I have been using it extensively for sometime now to gather historic data for the database users and the time they spent on each wait time. I am assuming that the value for time_waited is in seconds, if not milliseconds, right?
But what I would like to know is how good is the value provided by the columns wait_time and time_waited?
Although the sessions had executed for close to 2 hours and had a lot of wait time on db sequential read, gc buffer waits etc. The wait is always 0 yet the time_waited column shows some high value. If I do a sum(time_waited) and group by name I get some value which far execeeds the time the session has lasted.
Any thoughts are welcome always.
Thanks.
Database 10.2.0.3 and 6 Node RAC Cluster.
May 19, 2008 - 1:17 pm UTC
how relevant?
depends on what you want to know as to relevance doesn't it. It is very relevant for tuning, for asking "what was happening then", "what bottlenecks did I encounter then". If you want to know how much Bob makes per hour, it is not relevant. If you would like to understand what a session was doing at a prior point in time - very relevant.
You share with us no queries, so I'm not sure how you are using the data, so I'm not sure what you might be doing right or wrong when querying it.
Here is the query I use....
A reader, May 20, 2008 - 11:13 pm UTC
Hi Tom,
Thanks for the update. Sorry to have missed out on that vital piece of information.....

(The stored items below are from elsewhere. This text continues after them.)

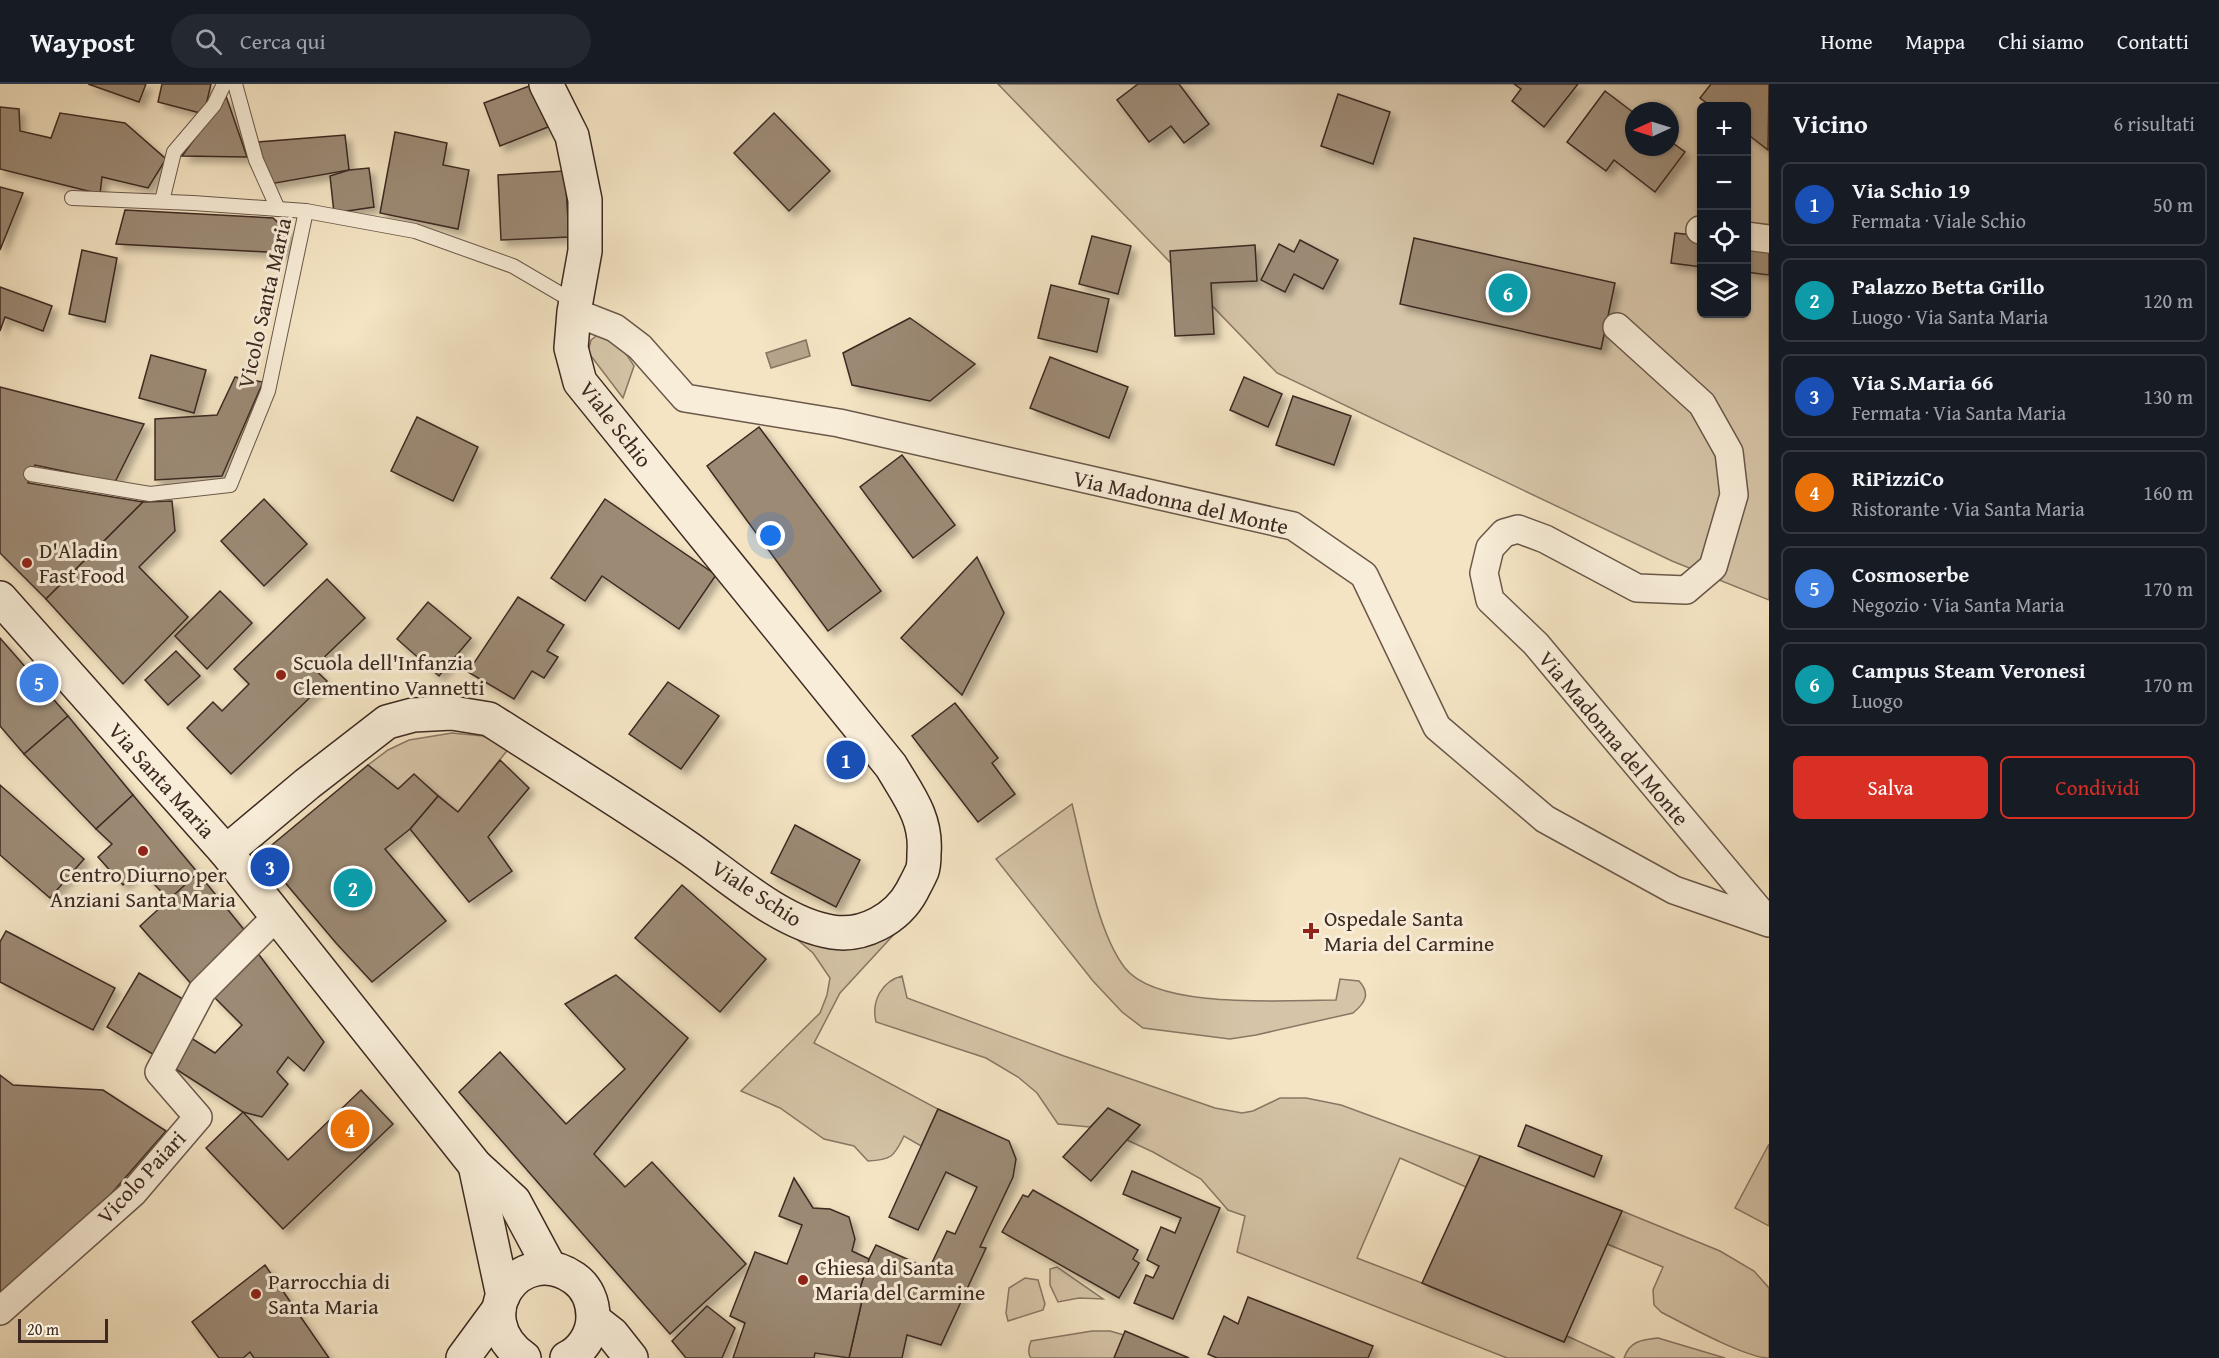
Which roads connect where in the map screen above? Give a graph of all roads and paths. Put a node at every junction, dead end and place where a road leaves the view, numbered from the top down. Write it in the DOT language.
graph roads {
  1 [pos="224,84"];
  2 [pos="235,84"];
  3 [pos="546,84"];
  4 [pos="72,198"];
  5 [pos="162,201"];
  6 [pos="278,209"];
  7 [pos="306,211"];
  8 [pos="1751,236"];
  9 [pos="1769,238"];
  10 [pos="575,307"];
  11 [pos="1617,327"];
  12 [pos="31,474"];
  13 [pos="0,598"];
  14 [pos="226,852"];
  15 [pos="276,917"];
  16 [pos="1769,922"];
  17 [pos="475,1165"];
  18 [pos="550,1268"];
  19 [pos="501,1302"];
  20 [pos="0,1311"];
  21 [pos="594,1320"];
  22 [pos="463,1358"];
  23 [pos="525,1358"];
  24 [pos="567,1358"];
  25 [pos="631,1358"];
  1 -- 5 [label="lane"];
  2 -- 6 [label="lane"];
  3 -- 10 [label="street, Viale Schio"];
  4 -- 5 [label="lane"];
  5 -- 6 [label="lane"];
  6 -- 7 [label="lane"];
  7 -- 10 [label="lane, Vicolo Santa Maria"];
  7 -- 12 [label="lane, Vicolo Santa Maria"];
  8 -- 9 [label="street"];
  10 -- 14 [label="street, Viale Schio"];
  10 -- 16 [label="street, Via Madonna del Monte"];
  11 -- 16 [label="street, Via Madonna del Monte"];
  13 -- 14 [label="street, Via Santa Maria"];
  14 -- 15 [label="street, Via Santa Maria"];
  15 -- 17 [label="street, Via Santa Maria"];
  15 -- 20 [label="street, Vicolo Paiari"];
  17 -- 18 [label="street, Via Santa Maria"];
  17 -- 19 [label="street, Via Santa Maria"];
  18 -- 19 [label="street"];
  18 -- 21 [label="street"];
  19 -- 22 [label="street"];
  19 -- 23 [label="street, Via Santa Maria"];
  21 -- 24 [label="street"];
  21 -- 25 [label="street"];
}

Here is the SQL which I use:
Set pages 999 lin 250
Col sql_text for a50 word_wrapped
SELECT SQ.SQL_TEXT,
ET.NAME Event_name,
COUNT(*),
SUM(ASH.TIME_WAITED) Total_time_waited
FROM V$ACTIVE_SESSION_HISTORY ASH,
V$EVENT_NAME ET,
V$SQLAREA SQ
WHERE to_char(ash.sample_time,'DD-MON-YYYY') > '15-MAY-08 09:00:00' AND
ASH.EVENT# = ET.EVENT#
and ash.session_id = 3236
and ash.session_serial# = 49139
AND ASH.SQL_ID = SQ.SQL_ID
GROUP BY SQ.SQL_TEXT, ET.NAME
order by 4 desc;
Cheers.
May 21, 2008 - 8:02 am UTC
you know this does NOT WORK right:
to_char(ash.sample_time,'DD-MON-YYYY') > '15-MAY-08 09:00:00'
why would you convert a date to a string (which is not 'sortable', if you use dd-mon-yyyy on a date and order by it, the strings are not sorted by date) and compare to a string.

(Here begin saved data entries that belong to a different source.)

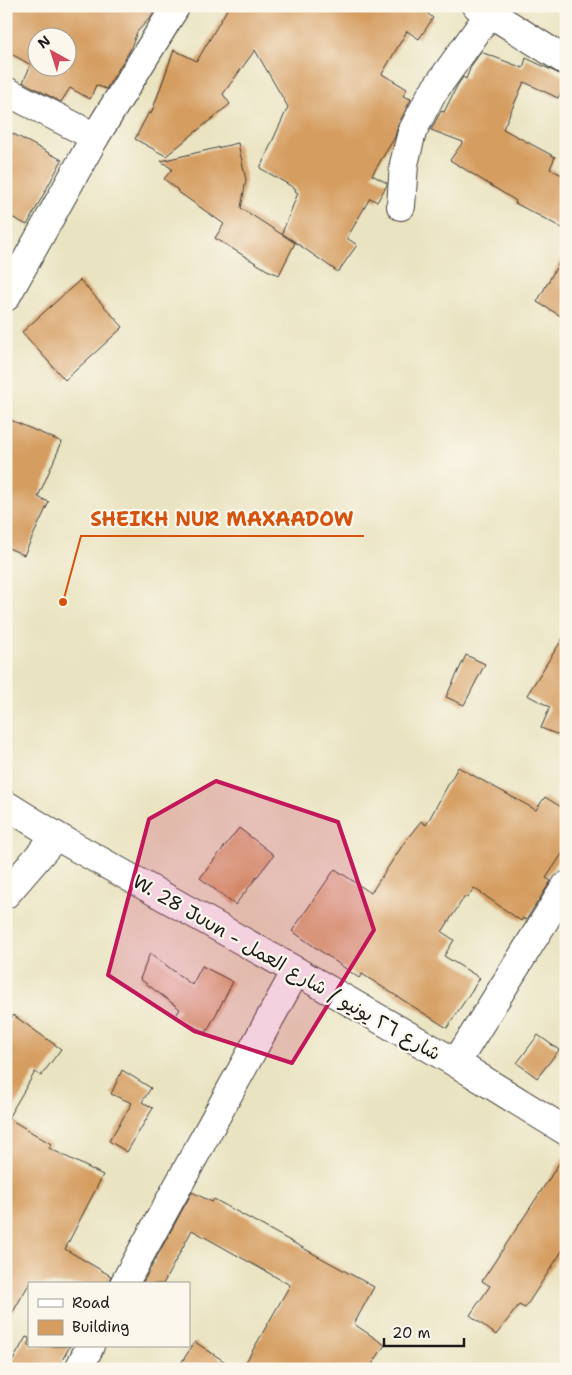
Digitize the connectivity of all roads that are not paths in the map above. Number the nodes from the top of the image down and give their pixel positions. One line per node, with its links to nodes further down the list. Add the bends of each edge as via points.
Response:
1 (176, 6): 5 (street)
2 (483, 9): 3 (street); 6 (street, via 412,132 404,164)
3 (566, 61)
4 (6, 91): 5 (street)
5 (95, 137): 7 (street)
6 (401, 206)
7 (6, 297)
8 (6, 805): 9 (street, W. 28 Juun - شارع ٢٦ يونيو / شارع العمل)
9 (56, 836): 11 (street); 12 (street, W. 28 Juun - شارع ٢٦ يونيو / شارع العمل)
10 (566, 886): 13 (street)
11 (6, 894)
12 (296, 971): 13 (street, W. 28 Juun - شارع ٢٦ يونيو / شارع العمل); 15 (street)
13 (456, 1063): 14 (street, W. 28 Juun - شارع ٢٦ يونيو / شارع العمل)
14 (566, 1131)
15 (125, 1282)
16 (89, 1348): 17 (street)
17 (78, 1369)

why would you not convert the string into a date.
You know '16-APR-08' is greater than '15-MAY-08 09:00:00'
ops$tkyte%ORA10GR2> select * from dual where '16-APR-08' > '15-MAY-08 09:00:00';
D
-
X
the v$ tables are very transient - a single point in time "as of right now" view. If the query was not waiting right then, right there, at that moment, you would not see any wait.
I think you wanted to use the DBA views which contain actual histories over time.
Sorry, I had realised that..
A reader, May 22, 2008 - 11:45 pm UTC
Sorry, I had realised that long time back, but forgot to delete that one. I had modified the query but pasted the wrong one. Thanks for pointing that out :)
Based on your comments, I should go for DBA_HIST_ACTIVE_SESS_HISTORY rather than v$ACTIVE_SESSION_HISTORY, correct?
Thanks.
May 23, 2008 - 8:13 am UTC
depends on what you are looking for... sure.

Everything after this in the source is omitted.